I understand that there is problem in return of fun_s and content of this pointer can't be trusted, but as per my understanding it should point to some location in stack not zero? I get following output in my console. Can you please explain why third line prints (nil) not 0x7ffce7561220

s :0x7ffce7561220
h :0x55c49538d670
s :(nil)
h :0x55c49538d670

GCC Version

gcc (Ubuntu 7.4.0-1ubuntu1~18.04.1) 7.4.0
Copyright (C) 2017 Free Software Foundation, Inc.
This is free software; see the source for copying conditions.  There is NO
warranty; not even for MERCHANTABILITY or FITNESS FOR A PARTICULAR PURPOSE.

OS :Ubuntu 18.04.3 LTS

Peter Cordes
  • 328,167
  • 45
  • 605
  • 847
chandola
  • 23
  • 4
  • Reverse the order of calls (use `fun_h` first).

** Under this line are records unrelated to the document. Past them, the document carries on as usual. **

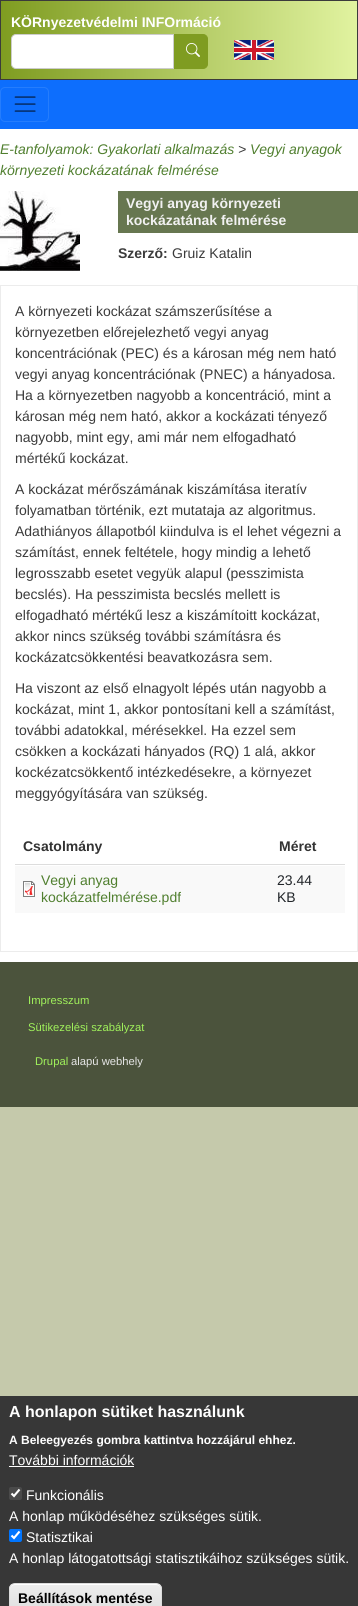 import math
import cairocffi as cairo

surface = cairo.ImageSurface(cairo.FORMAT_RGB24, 358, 1606)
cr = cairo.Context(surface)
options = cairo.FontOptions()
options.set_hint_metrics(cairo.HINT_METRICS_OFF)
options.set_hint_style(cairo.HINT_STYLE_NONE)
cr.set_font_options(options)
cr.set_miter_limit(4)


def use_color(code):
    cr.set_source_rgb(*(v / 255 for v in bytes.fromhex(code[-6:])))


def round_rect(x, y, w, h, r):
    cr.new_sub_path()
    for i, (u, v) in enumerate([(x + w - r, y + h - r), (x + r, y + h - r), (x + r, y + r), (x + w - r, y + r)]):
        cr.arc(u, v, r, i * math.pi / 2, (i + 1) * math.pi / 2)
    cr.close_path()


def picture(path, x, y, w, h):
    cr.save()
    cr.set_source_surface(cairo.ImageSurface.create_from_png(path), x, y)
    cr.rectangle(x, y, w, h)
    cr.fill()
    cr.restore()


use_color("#c5c9ab")
cr.paint()
use_color("#ffffff")
cr.rectangle(0, 129, 358, 833)
cr.fill()
gradient = cairo.LinearGradient(1, 40, 357, 40)
gradient.add_color_stop_rgba(0, 0.498, 0.612, 0.129, 1)
gradient.add_color_stop_rgba(1, 0.882, 0.953, 0.627, 1)
cr.set_source(gradient)
cr.rectangle(1, 1, 356, 78)
cr.fill()
cr.rectangle(0.5, 0.5, 357, 79)
use_color("#3b3b3b")
cr.set_line_width(1)
cr.stroke()
cr.select_font_face("Liberation Sans", cairo.FONT_SLANT_NORMAL, cairo.FONT_WEIGHT_BOLD)
cr.set_font_size(14)
use_color("#ffffff")
cr.move_to(11, 27)
cr.show_text("KÖRnyezetvédelmi INFOrmáció")
cr.new_path()
cr.move_to(16, 34.5)
cr.line_to(173.5, 34.5)
cr.line_to(173.5, 68.5)
cr.line_to(16, 68.5)
cr.curve_to(13.5, 68.5, 11.5, 66.5, 11.5, 64)
cr.line_to(11.5, 39)
cr.curve_to(11.5, 36.5, 13.5, 34.5, 16, 34.5)
cr.close_path()
cr.fill_preserve()
use_color("#cccccc")
cr.stroke()
use_color("#7f9c21")
cr.new_path()
cr.move_to(174.5, 34.5)
cr.line_to(203, 34.5)
cr.curve_to(205.5, 34.5, 207.5, 36.5, 207.5, 39)
cr.line_to(207.5, 64)
cr.curve_to(207.5, 66.5, 205.5, 68.5, 203, 68.5)
cr.line_to(174.5, 68.5)
cr.close_path()
cr.fill_preserve()
cr.stroke()
picture("img1.png", 186, 43, 14, 14)
picture("img2.png", 234, 40, 40, 20)
use_color("#0d6efd")
cr.rectangle(0, 80, 358, 49)
cr.fill()
round_rect(0.5, 87.5, 48, 34, 4.5)
use_color("#257dfd")
cr.stroke()
picture("img3.png", 14, 96, 22, 16)
cr.select_font_face("Liberation Sans", cairo.FONT_SLANT_ITALIC)
use_color("#507f2f")
cr.move_to(0, 154)
cr.show_text("E-tanfolyamok: Gyakorlati alkalmazás")
use_color("#3b3b3b")
cr.move_to(238, 154)
cr.show_text(">")
use_color("#507f2f")
cr.move_to(250, 154)
cr.show_text("Vegyi anyagok")
cr.move_to(0, 175)
cr.show_text("környezeti kockázatának felmérése")
picture("img4.png", 0, 191, 80, 80)
use_color("#677750")
cr.rectangle(118, 191, 240, 42)
cr.fill()
cr.select_font_face("Liberation Sans", cairo.FONT_SLANT_NORMAL, cairo.FONT_WEIGHT_BOLD)
use_color("#f1f1f1")
cr.move_to(126, 208)
cr.show_text("Vegyi anyag környezeti")
cr.move_to(126, 225)
cr.show_text("kockázatának felmérése")
use_color("#3b3b3b")
cr.move_to(118, 258)
cr.show_text("Szerző:")
cr.select_font_face("Liberation Sans")
cr.move_to(172, 258)
cr.show_text("Gruiz Katalin")
cr.rectangle(0.5, 285.5, 357, 666)
use_color("#ececec")
cr.stroke()
use_color("#3b3b3b")
cr.move_to(15, 316)
cr.show_text("A környezeti kockázat számszerűsítése a")
cr.move_to(15, 337)
cr.show_text("környezetben előrejelezhető vegyi anyag")
cr.move_to(15, 358)
cr.show_text("koncentrációnak (PEC) és a károsan még nem ható")
cr.move_to(15, 379)
cr.show_text("vegyi anyag koncentrációnak (PNEC) a hányadosa.")
cr.move_to(15, 400)
cr.show_text("Ha a környezetben nagyobb a koncentráció, mint a")
cr.move_to(15, 421)
cr.show_text("károsan még nem ható, akkor a kockázati tényező")
cr.move_to(15, 442)
cr.show_text("nagyobb, mint egy, ami már nem elfogadható")
cr.move_to(15, 463)
cr.show_text("mértékű kockázat.")
cr.move_to(15, 494)
cr.show_text("A kockázat mérőszámának kiszámítása iteratív")
cr.move_to(15, 515)
cr.show_text("folyamatban történik, ezt mutataja az algoritmus.")
cr.move_to(15, 536)
cr.show_text("Adathiányos állapotból kiindulva is el lehet végezni a")
cr.move_to(15, 557)
cr.show_text("számítást, ennek feltétele, hogy mindig a lehető")
cr.move_to(15, 578)
cr.show_text("legrosszabb esetet vegyük alapul (pesszimista")
cr.move_to(15, 599)
cr.show_text("becslés). Ha pesszimista becslés mellett is")
cr.move_to(15, 620)
cr.show_text("elfogadható mértékű lesz a kiszámítoitt kockázat,")
cr.move_to(15, 641)
cr.show_text("akkor nincs szükség további számításra és")
cr.move_to(15, 662)
cr.show_text("kockázatcsökkentési beavatkozásra sem.")
cr.move_to(15, 693)
cr.show_text("Ha viszont az első elnagyolt lépés után nagyobb a")
cr.move_to(15, 714)
cr.show_text("kockázat, mint 1, akkor pontosítani kell a számítást,")
cr.move_to(15, 735)
cr.show_text("további adatokkal, mérésekkel. Ha ezzel sem")
cr.move_to(15, 756)
cr.show_text("csökken a kockázati hányados (RQ) 1 alá, akkor")
cr.move_to(15, 777)
cr.show_text("kockézatcsökkentő intézkedésekre, a környezet")
cr.move_to(15, 798)
cr.show_text("meggyógyítására van szükség.")
cr.select_font_face("Liberation Sans", cairo.FONT_SLANT_NORMAL, cairo.FONT_WEIGHT_BOLD)
use_color("#333333")
cr.move_to(23, 851)
cr.show_text("Csatolmány")
cr.move_to(279, 851)
cr.show_text("Méret")
use_color("#f9f9f9")
cr.rectangle(15, 866, 330, 47)
cr.fill()
picture("img5.png", 23, 881, 12, 16)
cr.select_font_face("Liberation Sans")
use_color("#507f2f")
cr.move_to(41, 885)
cr.show_text("Vegyi anyag")
cr.move_to(41, 902)
cr.show_text("kockázatfelmérése.pdf")
use_color("#dddddd")
cr.rectangle(15, 864, 330, 1)
cr.fill()
use_color("#212529")
cr.move_to(277, 885)
cr.show_text("23.44")
cr.move_to(277, 902)
cr.show_text("KB")
use_color("#4b533c")
cr.rectangle(0, 962, 358, 145)
cr.fill()
cr.set_font_size(11.25)
use_color("#a0f15b")
cr.move_to(28, 1004)
cr.show_text("Impresszum")
cr.move_to(28, 1031)
cr.show_text("Sütikezelési szabályzat")
cr.move_to(35, 1065)
cr.show_text("Drupal")
use_color("#e6e6e6")
cr.move_to(71, 1065)
cr.show_text("alapú webhely")
use_color("#373737")
cr.rectangle(0, 1396, 358, 210)
cr.fill()
cr.select_font_face("Liberation Sans", cairo.FONT_SLANT_NORMAL, cairo.FONT_WEIGHT_BOLD)
cr.set_font_size(16)
use_color("#ffffff")
cr.move_to(9, 1417)
cr.show_text("A honlapon sütiket használunk")
cr.set_font_size(12)
cr.move_to(9, 1444)
cr.show_text("A Beleegyezés gombra kattintva hozzájárul ehhez.")
cr.select_font_face("Liberation Sans")
cr.set_font_size(14)
cr.move_to(9, 1465)
cr.show_text("További információk")
cr.rectangle(9, 1466, 125, 1)
cr.fill()
use_color("#4a4a4a")
round_rect(9, 1487, 13, 13, 2)
cr.fill()
cr.new_path()
cr.move_to(11.5, 1493.5)
cr.line_to(14, 1496)
cr.line_to(19.5, 1489.5)
use_color("#ffffff")
cr.set_line_width(2.1)
cr.stroke()
cr.move_to(26, 1500)
cr.show_text("Funkcionális")
cr.move_to(9, 1521)
cr.show_text("A honlap működéséhez szükséges sütik.")
use_color("#0075ff")
round_rect(9, 1529, 13, 13, 2)
cr.fill()
cr.new_path()
cr.move_to(11.5, 1535.5)
cr.line_to(14, 1538)
cr.line_to(19.5, 1531.5)
use_color("#ffffff")
cr.stroke()
cr.move_to(26, 1542)
cr.show_text("Statisztikai")
cr.move_to(9, 1563)
cr.show_text("A honlap látogatottsági statisztikáihoz szükséges sütik.")
cr.save()
round_rect(9, 1583, 153, 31, 6)
cr.clip()
gradient = cairo.LinearGradient(86, 1584, 86, 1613)
gradient.add_color_stop_rgba(0.05, 0.929, 0.929, 0.929, 1)
gradient.add_color_stop_rgba(1, 0.875, 0.875, 0.875, 1)
cr.set_source(gradient)
cr.rectangle(9, 1584, 153, 22)
cr.fill()
cr.restore()
cr.new_path()
cr.move_to(15, 1585)
cr.line_to(156, 1585)
cr.curve_to(159, 1585, 161, 1587, 161, 1590)
cr.line_to(161, 1589)
cr.curve_to(161, 1586, 159, 1584, 156, 1584)
cr.line_to(15, 1584)
cr.curve_to(12, 1584, 10, 1586, 10, 1589)
cr.line_to(10, 1590)
cr.curve_to(10, 1587, 12, 1585, 15, 1585)
cr.close_path()
cr.fill()
round_rect(9.5, 1583.5, 152, 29, 5.5)
use_color("#dcdcdc")
cr.set_line_width(1)
cr.stroke()
cr.select_font_face("Liberation Sans", cairo.FONT_SLANT_NORMAL, cairo.FONT_WEIGHT_BOLD)
use_color("#000000")
cr.move_to(18, 1603)
cr.show_text("Beállítások mentése")
surface.write_to_png("result.png") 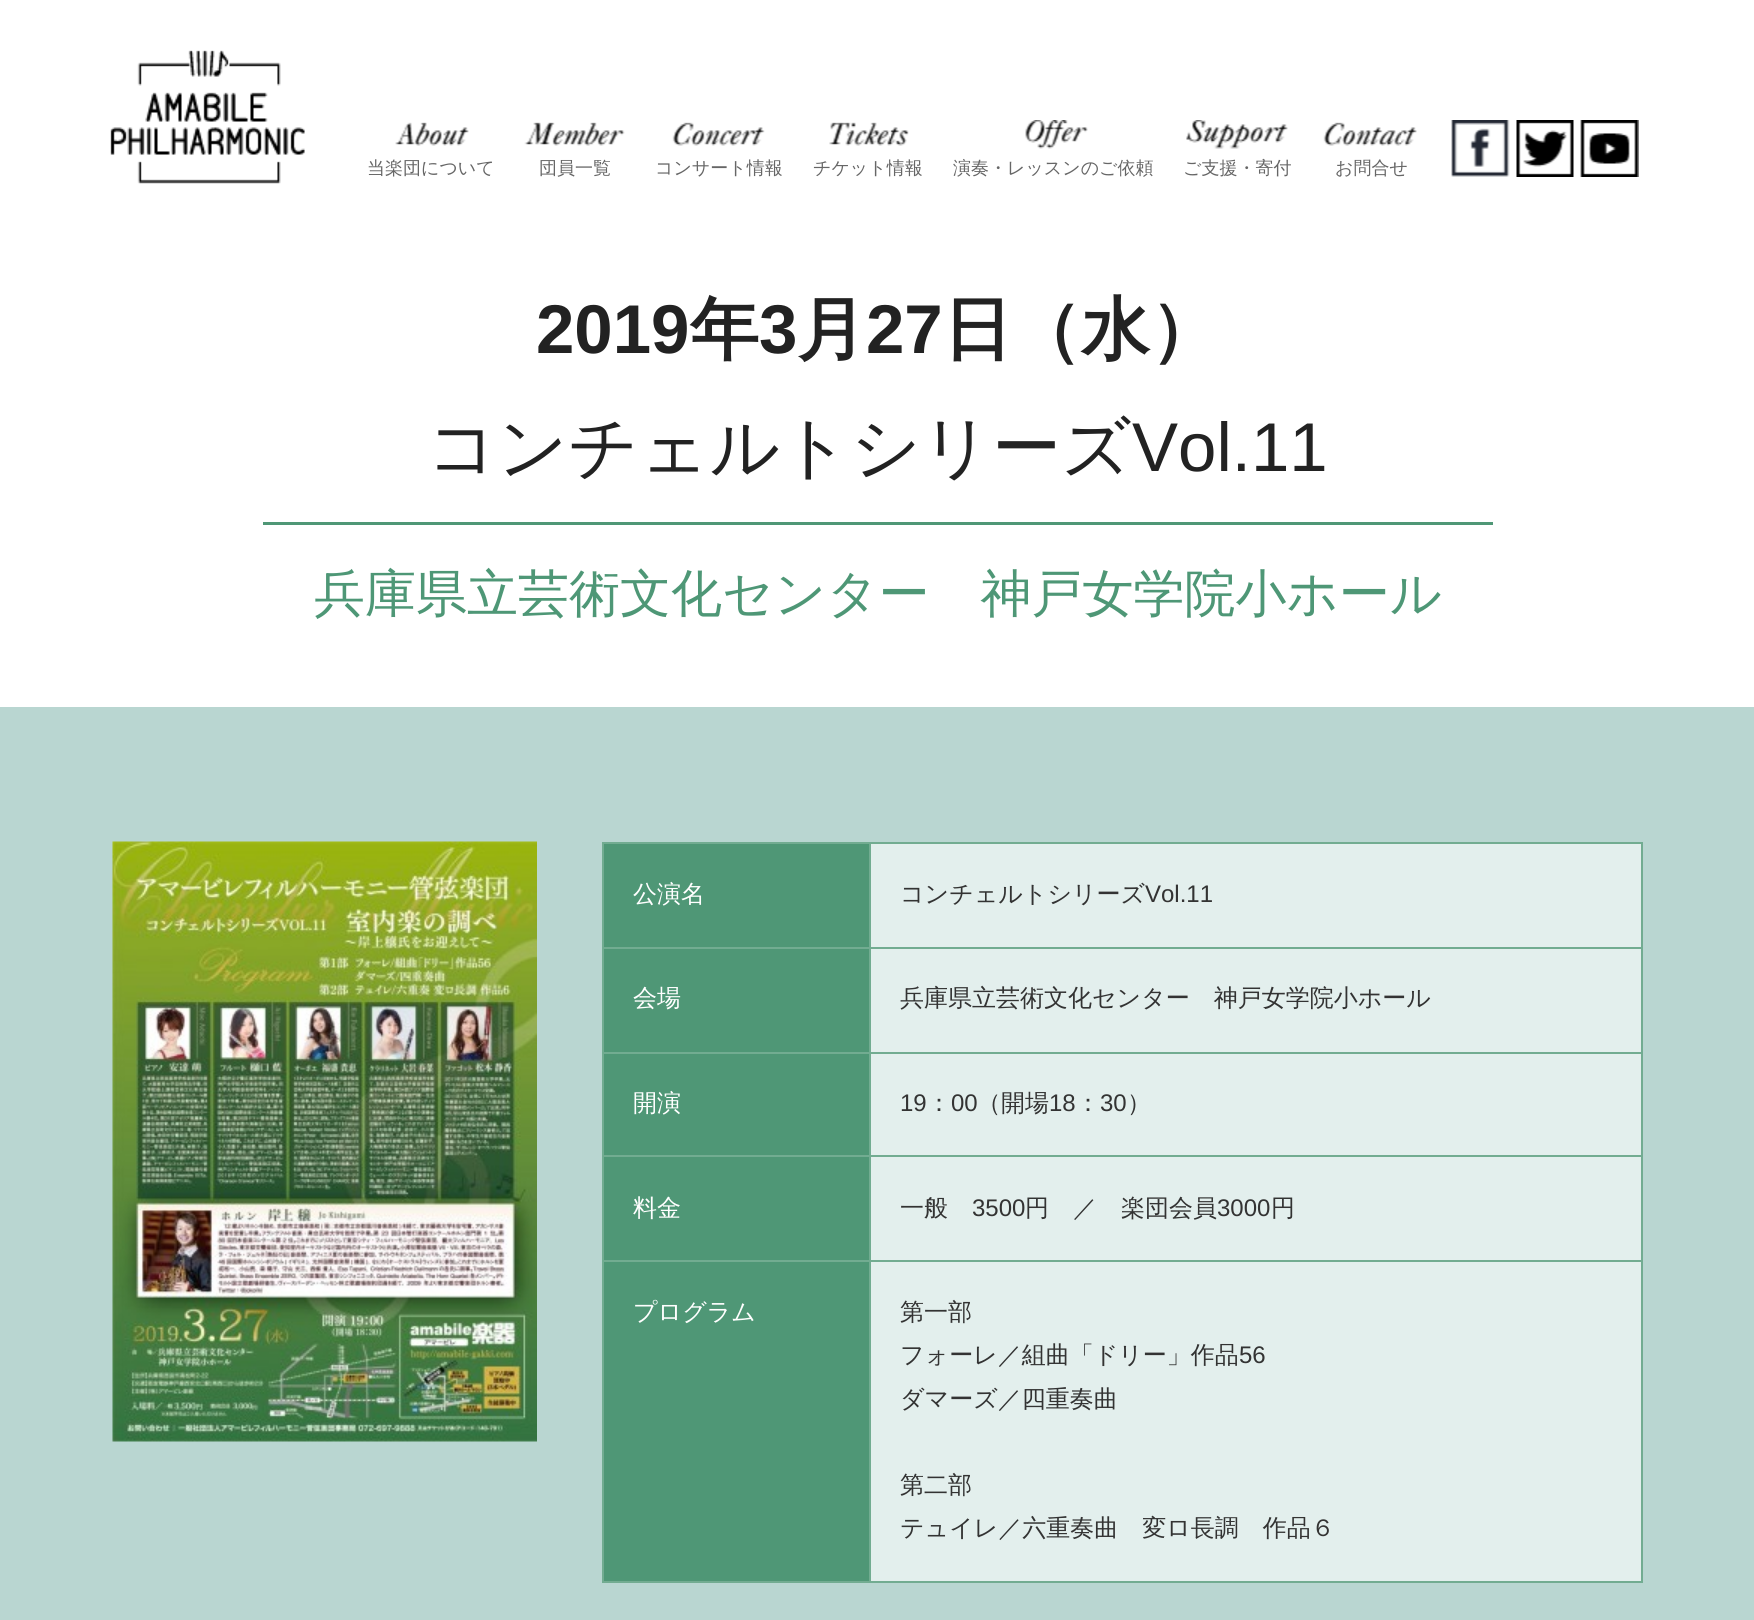 #include <cairo.h>
#include <math.h>
#include <stddef.h>

static cairo_t *c;
static void C(unsigned color){cairo_set_source_rgb(c, (color >> 16) / 255.0, (color >> 8 & 255) / 255.0, (color & 255) / 255.0);}
static void F(const char *family, double size, int italic, int bold){cairo_select_font_face(c, family, italic ? CAIRO_FONT_SLANT_ITALIC : CAIRO_FONT_SLANT_NORMAL,bold ? CAIRO_FONT_WEIGHT_BOLD : CAIRO_FONT_WEIGHT_NORMAL);cairo_set_font_size(c, size);}
static void T(double x, double y, const char *s){cairo_move_to(c, x, y);cairo_show_text(c, s);}
static void R(double x, double y, double w, double h){cairo_rectangle(c, x, y, w, h);cairo_fill(c);}
static void I(const char *path, double x, double y, double w, double h){cairo_surface_t *image = cairo_image_surface_create_from_png(path);cairo_save(c);cairo_set_source_surface(c, image, x, y);cairo_rectangle(c, x, y, w, h);cairo_fill(c);cairo_restore(c);cairo_surface_destroy(image);}
int main(void) {
cairo_surface_t *surface = cairo_image_surface_create(CAIRO_FORMAT_RGB24, 1754, 1620);
c = cairo_create(surface);
cairo_font_options_t *options = cairo_font_options_create();
cairo_font_options_set_hint_metrics(options, CAIRO_HINT_METRICS_OFF);
cairo_font_options_set_hint_style(options, CAIRO_HINT_STYLE_NONE);
cairo_set_font_options(c, options);
cairo_set_miter_limit(c, 4);
C(0xb9d6d1);
cairo_paint(c);
C(0xffffff);
R(0,0,1754,707);
I("1.png",110,50,195,134);
I("2.png",395,122,74,24);
F("WenQuanYi Zen Hei Medium",18,0,0);
C(0x666666);
T(367,174,"当楽団について");
I("3.png",524,122,101,24);
T(539,174,"団員一覧");
I("4.png",672,122,93,24);
T(655,174,"コンサート情報");
I("5.png",829,122,80,24);
T(813,174,"チケット情報");
I("6.png",1025,120,63,29);
T(953,174,"演奏・レッスンのご依頼");
I("7.png",1186,120,102,29);
T(1183,174,"ご支援・寄付");
I("8.png",1323,122,94,24);
T(1335,174,"お問合せ");
I("9.png",1451,120,59,57);
I("10.png",1516,120,58,57);
I("11.png",1580,120,59,57);
F("Liberation Sans",69,0,1);
C(0x222222);
T(536,353,"2019");
F("WenQuanYi Zen Hei",69,0,1);
T(690,353,"年");
F("Liberation Sans",69,0,1);
T(759,353,"3");
F("WenQuanYi Zen Hei",69,0,1);
T(797,353,"月");
F("Liberation Sans",69,0,1);
T(866,353,"27");
F("WenQuanYi Zen Hei",69,0,1);
T(943,353,"日（水）");
C(0x4f9776);
R(263,522,1230,3);
F("WenQuanYi Zen Hei Medium",69,0,0);
C(0x222222);
T(427,471,"コンチェルトシリーズ");
F("Liberation Sans",69,0,0);
T(1132,471,"Vol.11");
F("WenQuanYi Zen Hei Medium",51,0,0);
C(0x4e9776);
T(314,611,"兵庫県立芸術文化センター　神戸女学院小ホール");
I("12.png",112,841,425,601);
C(0xe3efed);
R(871,844,770,737);
C(0x72ac91);
R(602,842,1041,2);
R(1641,842,2,741);
R(602,1581,1041,2);
R(602,842,2,741);
C(0x4f9776);
R(604,844,265,103);
F("WenQuanYi Zen Hei Medium",24,0,0);
C(0xffffff);
T(633,902,"公演名");
C(0x72ac91);
R(869,947,774,2);
R(869,1052,774,2);
R(869,1155,774,2);
R(869,1260,774,2);
R(869,1260,2,323);
R(602,1260,268,2);
R(869,1155,2,107);
R(602,1155,268,2);
R(869,1052,2,105);
R(602,1052,268,2);
R(869,947,2,106);
R(602,947,268,2);
R(869,842,2,106);
C(0x333333);
T(900,902,"コンチェルトシリーズ");
F("Liberation Sans",24,0,0);
T(1145,902,"Vol.11");
C(0x4f9776);
R(604,949,265,103);
F("WenQuanYi Zen Hei Medium",24,0,0);
C(0xffffff);
T(633,1006,"会場");
C(0x333333);
T(900,1006,"兵庫県立芸術文化センター　神戸女学院小ホール");
C(0x4f9776);
R(604,1054,265,101);
C(0xffffff);
T(633,1111,"開演");
F("Liberation Sans",24,0,0);
C(0x333333);
T(900,1111,"19");
F("WenQuanYi Zen Hei Medium",24,0,0);
T(927,1111,"：");
F("Liberation Sans",24,0,0);
T(951,1111,"00");
F("WenQuanYi Zen Hei Medium",24,0,0);
T(977,1111,"（開場");
F("Liberation Sans",24,0,0);
T(1049,1111,"18");
F("WenQuanYi Zen Hei Medium",24,0,0);
T(1076,1111,"：");
F("Liberation Sans",24,0,0);
T(1100,1111,"30");
F("WenQuanYi Zen Hei Medium",24,0,0);
T(1127,1111,"）");
C(0x4f9776);
R(604,1157,265,103);
C(0xffffff);
T(633,1216,"料金");
C(0x333333);
T(900,1216,"一般");
F("Liberation Sans",24,0,0);
T(972,1216,"3500");
F("WenQuanYi Zen Hei Medium",24,0,0);
T(1025,1216,"円　／　楽団会員");
F("Liberation Sans",24,0,0);
T(1217,1216,"3000");
F("WenQuanYi Zen Hei Medium",24,0,0);
T(1271,1216,"円");
C(0x4f9776);
R(604,1262,265,319);
C(0xffffff);
T(633,1320,"プログラム");
C(0x333333);
T(900,1320,"第一部");
T(900,1363,"フォーレ／組曲「ドリー」作品");
F("Liberation Sans",24,0,0);
T(1239,1363,"56");
F("WenQuanYi Zen Hei Medium",24,0,0);
T(900,1407,"ダマーズ／四重奏曲");
T(900,1493,"第二部");
T(900,1536,"テュイレ／六重奏曲　変ロ長調　作品６");
cairo_surface_write_to_png(surface, "o.png");
cairo_font_options_destroy(options);
cairo_destroy(c);
cairo_surface_destroy(surface);
return 0;
}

Ultimately you can compile-to-asm and/or asm-debug this code. It's short, and pretty simple. At least you *appear* to understand `str_s` hosts a dangling pointer, which is more than most people that write code like this. Fwiw, I can't repro this, so kindly include your toolchain and host platform in your question. – WhozCraig Dec 15 '19 at 11:51
  • @lurker I agree that content will be smashed but should location that str_s pointing to should remain same? This is the location that i am trying to print. Please correct me if I am wrong. – chandola Dec 15 '19 at 11:53
  • 2
    Might be the effect of undefined behaviour? The compiler notices it’s illegal and is allowed to do anything at all. – Ry- Dec 15 '19 at 11:54
  • @WhozCraig Output remains same. I have added gcc version – chandola Dec 15 '19 at 11:54
  • I guess GCC returns NULL to protect you from UB. Check for warning message for `fun_s`. – i486 Dec 15 '19 at 12:01
  • @chandola Learned something new about gcc. That's amazing. Sure enough , there it in the asm: `mov eax, 0` before the ret. Wow. That was without optimization. The entire function call gets tossed at -O2. – WhozCraig Dec 15 '19 at 12:03
  • @WhozCraig mov $0x0,%eax, Is this what you are pointing to? – chandola Dec 15 '19 at 12:05
  • @chandola Yeah, different asm format, same result. – WhozCraig Dec 15 '19 at 12:06
  • 2
    I believe this is legal conversion. Since dereferencing str after leaving the function would be UB and the compiler if allowed to assume no UB, it can assume the returned pointer will never be dereferenced. So it can return whatever it wants as long as it cannot compare equal to any valid pointer to same type. We'd need a language lawyer to confirm. – spectras Dec 15 '19 at 12:06
  • @spectras: That has since been asked and answered: [Is it UB to return a pointer to local variable?](https://stackoverflow.com/q/66606248) no, but the pointer value is "indeterminate" when the pointed-to object's lifetime has ended. – Peter Cordes Oct 16 '21 at 11:15

2 Answers2

3

Your compiler is purposely injecting a null return value from that function. I don't have gcc 7.4 available, but I do have 7.3, and I assume the result is similar:

Compiling fun_s to assembly delivers this:

.LC0:
        .string "s :%p\n"
fun_s:
        push    rbp
        mov     rbp, rsp
        sub     rsp, 16
        movabs  rax, 114844764957046
        mov     QWORD PTR [rbp-8], rax
        lea     rax, [rbp-8]
        mov     rsi, rax
        mov     edi, OFFSET FLAT:.LC0
        mov     eax, 0
        call    printf
        mov     eax, 0 ; ======= HERE =========
        leave
        ret

Note the hard-set of zero to eax, which will hold the resulting pointer when returning back to the caller.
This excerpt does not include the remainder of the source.